MAS: Welche Kriterien waren für die Auswahl der gecoverten Schlagerstücke relevant?
Frank Zander: Der Text. Das sind ja einfache Liebeslieder, und immer wenn es um Zweierbeziehungen geht oder wenn "Nacht" darin vorkommt dann macht es ja Spaß, das Ding umzudrehen. Wenn es schon Gruselsongs sind von Alice Cooper oder so, den dann auf Deutsch zu singen bringt's ja nicht. Aber wenn man in "So bist du" singt (spricht mit Düsterstimme): "und gehst du, dann geht nur ein Teil von dir", dann hat man das Gefühl, der hat die schon durchgesägt. Diese Doppeldeutigkeit und das Brachiale, das hat mir eigentlich erst Spaß gemacht. Ich bin gerade dabei eine Lieblingsband von mir zu interpretieren. Die Flippers - "Weine nicht, kleine Eva" -, da kann sich ja jeder vorstellen, wie das klingt (lacht). All diese Schmonzetten, die machen ja Spaß umzudrehen.
MAS: Mit "Abwärts - Nick Nack Man Now" hast du auch eine Figur aus deiner musikalischen Vergangenheit nochmal heraufbeschworen. Wolltest du ein Zeichen setzen, dass du nach wie vor zu deinen früheren Liedern stehst?
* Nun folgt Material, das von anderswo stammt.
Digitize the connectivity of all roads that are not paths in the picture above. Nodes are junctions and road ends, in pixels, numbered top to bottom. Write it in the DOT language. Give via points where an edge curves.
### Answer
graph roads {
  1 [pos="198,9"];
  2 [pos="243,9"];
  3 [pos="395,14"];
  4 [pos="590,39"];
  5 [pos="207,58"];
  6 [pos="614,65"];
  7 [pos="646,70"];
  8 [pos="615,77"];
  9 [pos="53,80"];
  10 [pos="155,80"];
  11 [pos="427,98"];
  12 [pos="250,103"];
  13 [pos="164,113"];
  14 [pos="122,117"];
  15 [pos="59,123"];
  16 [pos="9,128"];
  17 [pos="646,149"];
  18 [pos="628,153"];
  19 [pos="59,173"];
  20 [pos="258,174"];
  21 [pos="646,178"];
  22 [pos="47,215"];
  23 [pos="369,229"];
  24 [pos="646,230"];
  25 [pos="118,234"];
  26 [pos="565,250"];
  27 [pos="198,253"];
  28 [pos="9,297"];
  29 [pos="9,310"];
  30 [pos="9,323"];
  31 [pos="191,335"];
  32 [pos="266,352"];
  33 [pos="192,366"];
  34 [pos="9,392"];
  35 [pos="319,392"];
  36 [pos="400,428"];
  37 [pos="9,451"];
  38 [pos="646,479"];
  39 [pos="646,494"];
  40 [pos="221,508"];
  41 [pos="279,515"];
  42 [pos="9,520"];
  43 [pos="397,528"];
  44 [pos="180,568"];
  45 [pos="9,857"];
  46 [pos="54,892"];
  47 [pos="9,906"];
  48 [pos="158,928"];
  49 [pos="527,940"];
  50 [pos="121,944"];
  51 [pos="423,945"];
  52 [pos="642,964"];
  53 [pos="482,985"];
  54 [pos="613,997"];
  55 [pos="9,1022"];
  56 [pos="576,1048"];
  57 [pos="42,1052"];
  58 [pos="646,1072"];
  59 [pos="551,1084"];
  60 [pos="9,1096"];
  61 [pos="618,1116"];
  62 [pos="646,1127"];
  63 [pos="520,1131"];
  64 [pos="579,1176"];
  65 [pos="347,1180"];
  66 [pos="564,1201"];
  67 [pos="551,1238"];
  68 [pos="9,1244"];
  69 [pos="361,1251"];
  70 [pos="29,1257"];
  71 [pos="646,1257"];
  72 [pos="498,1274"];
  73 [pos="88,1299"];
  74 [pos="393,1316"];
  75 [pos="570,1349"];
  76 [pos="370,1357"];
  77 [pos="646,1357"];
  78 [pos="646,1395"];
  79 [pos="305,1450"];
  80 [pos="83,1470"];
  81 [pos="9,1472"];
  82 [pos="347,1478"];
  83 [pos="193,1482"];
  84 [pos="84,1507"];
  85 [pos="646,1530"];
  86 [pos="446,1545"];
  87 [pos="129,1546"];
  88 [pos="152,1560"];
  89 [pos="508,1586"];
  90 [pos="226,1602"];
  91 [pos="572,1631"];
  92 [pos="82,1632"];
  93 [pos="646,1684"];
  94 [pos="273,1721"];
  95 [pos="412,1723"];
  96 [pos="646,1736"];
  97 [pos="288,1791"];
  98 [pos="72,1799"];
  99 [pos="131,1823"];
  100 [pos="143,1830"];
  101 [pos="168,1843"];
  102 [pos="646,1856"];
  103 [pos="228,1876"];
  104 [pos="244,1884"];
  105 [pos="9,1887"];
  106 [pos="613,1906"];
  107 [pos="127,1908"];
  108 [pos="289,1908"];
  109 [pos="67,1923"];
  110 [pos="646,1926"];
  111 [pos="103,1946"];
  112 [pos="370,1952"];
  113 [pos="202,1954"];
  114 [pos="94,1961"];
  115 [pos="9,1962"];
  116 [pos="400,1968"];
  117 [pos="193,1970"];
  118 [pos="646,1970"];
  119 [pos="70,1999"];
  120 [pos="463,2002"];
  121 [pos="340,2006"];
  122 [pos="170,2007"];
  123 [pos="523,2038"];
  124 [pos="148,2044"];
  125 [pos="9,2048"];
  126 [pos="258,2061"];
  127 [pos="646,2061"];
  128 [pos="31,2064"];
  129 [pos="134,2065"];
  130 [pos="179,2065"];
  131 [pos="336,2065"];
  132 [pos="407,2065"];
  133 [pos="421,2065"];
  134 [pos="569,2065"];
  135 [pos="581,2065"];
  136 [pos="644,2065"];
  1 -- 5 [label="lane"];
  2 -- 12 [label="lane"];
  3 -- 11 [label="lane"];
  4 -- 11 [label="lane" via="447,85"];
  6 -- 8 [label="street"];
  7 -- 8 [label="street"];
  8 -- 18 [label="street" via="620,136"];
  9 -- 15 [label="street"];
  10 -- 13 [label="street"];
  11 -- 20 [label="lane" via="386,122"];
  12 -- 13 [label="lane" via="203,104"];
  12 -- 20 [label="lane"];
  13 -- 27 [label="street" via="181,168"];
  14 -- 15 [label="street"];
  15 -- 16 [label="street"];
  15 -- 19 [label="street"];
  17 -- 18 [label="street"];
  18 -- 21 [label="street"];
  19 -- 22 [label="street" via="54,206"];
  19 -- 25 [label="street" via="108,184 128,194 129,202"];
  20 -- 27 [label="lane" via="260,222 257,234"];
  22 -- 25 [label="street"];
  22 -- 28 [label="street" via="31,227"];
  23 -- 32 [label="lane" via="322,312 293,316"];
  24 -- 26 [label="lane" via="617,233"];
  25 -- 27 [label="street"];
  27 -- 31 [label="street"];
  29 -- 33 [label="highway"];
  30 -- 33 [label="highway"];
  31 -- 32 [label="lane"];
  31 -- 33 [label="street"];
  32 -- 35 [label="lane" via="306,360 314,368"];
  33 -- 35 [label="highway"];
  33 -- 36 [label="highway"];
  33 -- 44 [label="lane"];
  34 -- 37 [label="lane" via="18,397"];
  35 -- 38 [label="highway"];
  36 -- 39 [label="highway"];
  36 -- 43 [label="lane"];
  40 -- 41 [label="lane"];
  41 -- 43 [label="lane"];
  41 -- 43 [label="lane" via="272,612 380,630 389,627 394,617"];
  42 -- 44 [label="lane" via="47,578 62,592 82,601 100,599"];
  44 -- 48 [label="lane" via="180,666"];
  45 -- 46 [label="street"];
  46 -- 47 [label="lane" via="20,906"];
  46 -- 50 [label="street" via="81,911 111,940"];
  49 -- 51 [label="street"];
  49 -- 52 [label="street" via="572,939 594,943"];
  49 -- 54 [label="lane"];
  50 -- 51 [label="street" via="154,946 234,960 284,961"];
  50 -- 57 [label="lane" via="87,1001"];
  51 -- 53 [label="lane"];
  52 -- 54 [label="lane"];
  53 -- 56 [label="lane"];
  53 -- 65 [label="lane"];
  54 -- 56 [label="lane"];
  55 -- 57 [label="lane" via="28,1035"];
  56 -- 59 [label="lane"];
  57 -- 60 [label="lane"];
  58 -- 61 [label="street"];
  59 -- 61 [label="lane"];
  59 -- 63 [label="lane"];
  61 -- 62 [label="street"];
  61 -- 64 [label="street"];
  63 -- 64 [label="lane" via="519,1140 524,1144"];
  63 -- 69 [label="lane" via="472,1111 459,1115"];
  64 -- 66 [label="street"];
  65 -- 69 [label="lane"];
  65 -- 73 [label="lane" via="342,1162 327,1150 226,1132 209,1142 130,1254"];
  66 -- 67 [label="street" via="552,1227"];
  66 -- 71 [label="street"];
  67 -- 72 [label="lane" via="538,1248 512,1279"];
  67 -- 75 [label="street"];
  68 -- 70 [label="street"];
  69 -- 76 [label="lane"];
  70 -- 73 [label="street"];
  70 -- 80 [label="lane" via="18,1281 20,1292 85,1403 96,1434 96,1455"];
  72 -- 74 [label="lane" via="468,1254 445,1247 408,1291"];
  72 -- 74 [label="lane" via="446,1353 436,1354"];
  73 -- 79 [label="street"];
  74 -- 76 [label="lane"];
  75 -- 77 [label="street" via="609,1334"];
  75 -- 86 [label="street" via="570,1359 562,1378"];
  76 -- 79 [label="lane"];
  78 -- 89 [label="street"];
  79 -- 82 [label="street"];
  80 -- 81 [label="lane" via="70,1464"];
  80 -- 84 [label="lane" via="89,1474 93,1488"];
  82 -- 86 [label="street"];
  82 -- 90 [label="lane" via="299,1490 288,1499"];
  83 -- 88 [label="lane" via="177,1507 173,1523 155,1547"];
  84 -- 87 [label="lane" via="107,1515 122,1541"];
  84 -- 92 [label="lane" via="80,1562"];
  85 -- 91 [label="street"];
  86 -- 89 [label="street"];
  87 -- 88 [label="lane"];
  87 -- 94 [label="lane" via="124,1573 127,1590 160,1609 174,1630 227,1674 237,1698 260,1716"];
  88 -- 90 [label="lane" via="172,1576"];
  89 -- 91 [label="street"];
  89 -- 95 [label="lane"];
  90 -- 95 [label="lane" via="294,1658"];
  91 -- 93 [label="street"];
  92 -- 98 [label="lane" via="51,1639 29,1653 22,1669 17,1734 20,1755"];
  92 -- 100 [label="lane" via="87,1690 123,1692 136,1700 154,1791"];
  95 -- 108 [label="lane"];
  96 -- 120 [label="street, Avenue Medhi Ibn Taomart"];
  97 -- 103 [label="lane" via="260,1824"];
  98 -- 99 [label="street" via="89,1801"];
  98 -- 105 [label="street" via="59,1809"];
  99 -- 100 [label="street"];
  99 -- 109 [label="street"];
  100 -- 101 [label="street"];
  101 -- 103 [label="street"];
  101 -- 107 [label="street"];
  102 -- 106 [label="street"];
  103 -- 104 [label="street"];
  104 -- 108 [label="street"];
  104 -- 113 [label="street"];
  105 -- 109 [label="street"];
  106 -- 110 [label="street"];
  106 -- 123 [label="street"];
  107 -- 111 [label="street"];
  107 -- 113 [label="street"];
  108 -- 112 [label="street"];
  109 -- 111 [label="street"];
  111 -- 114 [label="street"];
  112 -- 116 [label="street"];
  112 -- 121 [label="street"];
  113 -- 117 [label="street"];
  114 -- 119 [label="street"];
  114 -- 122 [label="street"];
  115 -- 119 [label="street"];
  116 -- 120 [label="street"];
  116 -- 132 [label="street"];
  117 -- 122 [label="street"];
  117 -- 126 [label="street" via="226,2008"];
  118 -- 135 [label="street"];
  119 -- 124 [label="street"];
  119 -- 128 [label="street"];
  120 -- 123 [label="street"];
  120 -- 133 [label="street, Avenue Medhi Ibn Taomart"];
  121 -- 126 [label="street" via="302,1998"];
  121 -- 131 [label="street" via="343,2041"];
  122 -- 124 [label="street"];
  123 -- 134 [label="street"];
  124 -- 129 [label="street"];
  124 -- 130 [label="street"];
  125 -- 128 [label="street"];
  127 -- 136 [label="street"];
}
Frank Zander: Genau. Ich verleugne nichts, ich werde auch die ganzen anderen Sachen von früher nicht verleugnen. Ich sage allenfalls mal "Okay, da habe ich mal daneben gelegen - aber ich hab's gemacht." Ich hasse es, wenn Kollegen ihre Vergangenheit leugnen.
MAS: Es wird auch noch weitere Musikproduktionen in der Machart von Rabenschwarz geben?
Frank Zander: Genau, das kommt mir so entgegen in der heutigen Zeit, weil ich sowieso nicht mehr wusste, wo's langgeht. Das weiß sowieso keiner mehr heute, nach dem ganzen Desaster im Internet. In Berlin wurde die ganze BMG aufgelöst - die, die ewig gefeiert hat mit Dieter Bohlen. Diese BMG gibt es gar nicht mehr. Die sitzen jetzt alle rum. Keiner weiß so richtig, was überhaupt passiert. Ich werde also wie bisher weitermachen, werde auch auf Tournee gehen mit einer Band. Ich hole mir ein paar Gitarristen und dann mache ich meine Beerdigungstournee (lacht). Ich weiß zwar, dass das keinen großen Geldsegen gibt, aber dafür ist mal wieder viel Lust dabei.